Data for review =
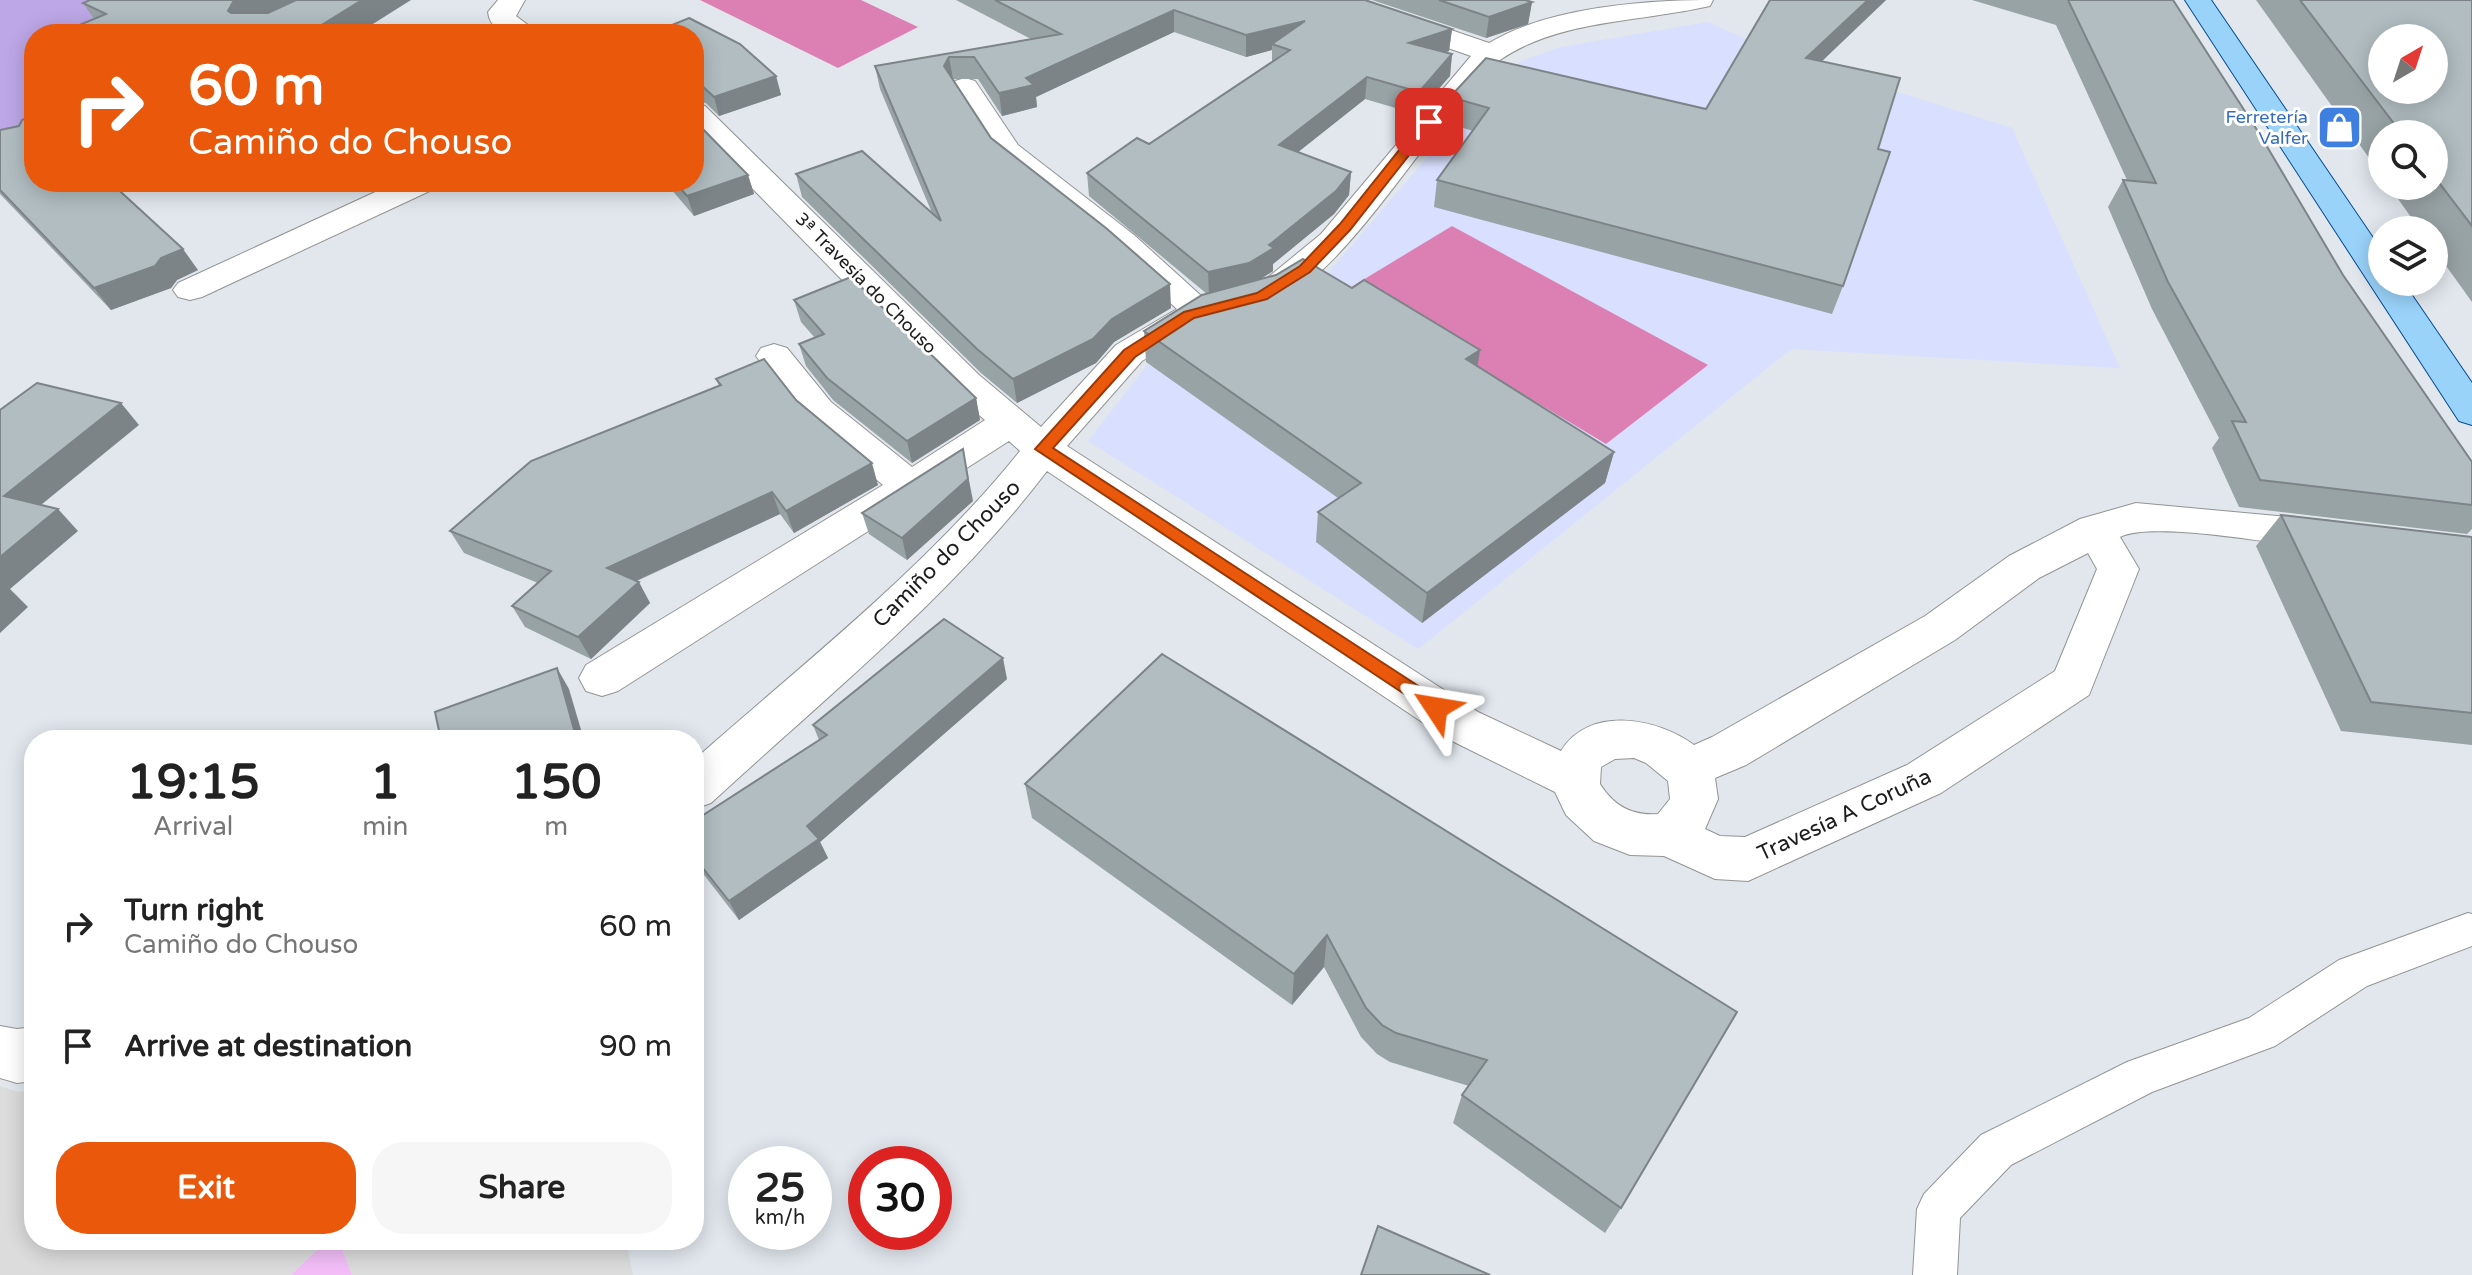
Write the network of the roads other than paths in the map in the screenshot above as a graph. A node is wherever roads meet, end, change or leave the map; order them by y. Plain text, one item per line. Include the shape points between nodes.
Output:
1 (512, 0) edge
2 (1337, 0) edge
3 (1700, 0) edge
4 (2198, 0) edge
5 (510, 24) edge
6 (1491, 53) junction
7 (965, 87) edge
8 (704, 122) edge
9 (401, 192) edge
10 (2368, 255) edge
11 (190, 290) dead end
12 (2395, 296) edge
13 (1201, 312) junction
14 (774, 356) dead end
15 (2472, 412) edge
16 (1010, 422) junction
17 (1043, 449) junction
18 (911, 487) junction
19 (2095, 529) junction
20 (2363, 540) edge
21 (602, 678) dead end
22 (1686, 769) junction
23 (1575, 779) junction
24 (704, 780) edge
25 (1668, 834) junction
26 (2468, 930) dead end
27 (0, 1052) edge
28 (24, 1055) edge
29 (1935, 1275) edge

1 - 5 street via 502,12
2 - 6 street
3 - 6 street, Camiño do Chouso via 1536,33
4 - 10 main road
6 - 13 street, Camiño do Chouso via 1305,269 1262,296
7 - 13 street via 1007,151
8 - 16 street, 3ª Travesía do Chouso
9 - 11 street
12 - 15 main road
13 - 17 street, Camiño do Chouso via 1129,353
14 - 18 street via 818,411
16 - 17 street, 3ª Travesía do Chouso
16 - 18 street
17 - 23 street via 1462,725
17 - 24 street, Camiño do Chouso via 1001,503 912,592
18 - 21 street
19 - 20 street via 2136,517
19 - 22 street via 2024,567 1940,628 1729,751
19 - 25 street, Travesía A Coruña via 2118,569 2073,682 1924,779 1748,859 1715,857
22 - 23 street via 1663,749 1634,739 1604,741 1583,756
22 - 25 street via 1696,794 1689,818
23 - 25 street, Travesía A Coruña via 1583,804 1606,826 1637,837
26 - 29 lane via 2353,973 2261,1033 2141,1076 1996,1150 1939,1209
27 - 28 street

What you have to do = Repeat every line above exactly, but omit all images.

Task response =
Write the network of the roads other than paths in the map in the screenshot above as a graph. A node is wherever roads meet, end, change or leave the map; order them by y. Plain text, one item per line. Include the shape points between nodes.
Output:
1 (512, 0) edge
2 (1337, 0) edge
3 (1700, 0) edge
4 (2198, 0) edge
5 (510, 24) edge
6 (1491, 53) junction
7 (965, 87) edge
8 (704, 122) edge
9 (401, 192) edge
10 (2368, 255) edge
11 (190, 290) dead end
12 (2395, 296) edge
13 (1201, 312) junction
14 (774, 356) dead end
15 (2472, 412) edge
16 (1010, 422) junction
17 (1043, 449) junction
18 (911, 487) junction
19 (2095, 529) junction
20 (2363, 540) edge
21 (602, 678) dead end
22 (1686, 769) junction
23 (1575, 779) junction
24 (704, 780) edge
25 (1668, 834) junction
26 (2468, 930) dead end
27 (0, 1052) edge
28 (24, 1055) edge
29 (1935, 1275) edge

1 - 5 street via 502,12
2 - 6 street
3 - 6 street, Camiño do Chouso via 1536,33
4 - 10 main road
6 - 13 street, Camiño do Chouso via 1305,269 1262,296
7 - 13 street via 1007,151
8 - 16 street, 3ª Travesía do Chouso
9 - 11 street
12 - 15 main road
13 - 17 street, Camiño do Chouso via 1129,353
14 - 18 street via 818,411
16 - 17 street, 3ª Travesía do Chouso
16 - 18 street
17 - 23 street via 1462,725
17 - 24 street, Camiño do Chouso via 1001,503 912,592
18 - 21 street
19 - 20 street via 2136,517
19 - 22 street via 2024,567 1940,628 1729,751
19 - 25 street, Travesía A Coruña via 2118,569 2073,682 1924,779 1748,859 1715,857
22 - 23 street via 1663,749 1634,739 1604,741 1583,756
22 - 25 street via 1696,794 1689,818
23 - 25 street, Travesía A Coruña via 1583,804 1606,826 1637,837
26 - 29 lane via 2353,973 2261,1033 2141,1076 1996,1150 1939,1209
27 - 28 street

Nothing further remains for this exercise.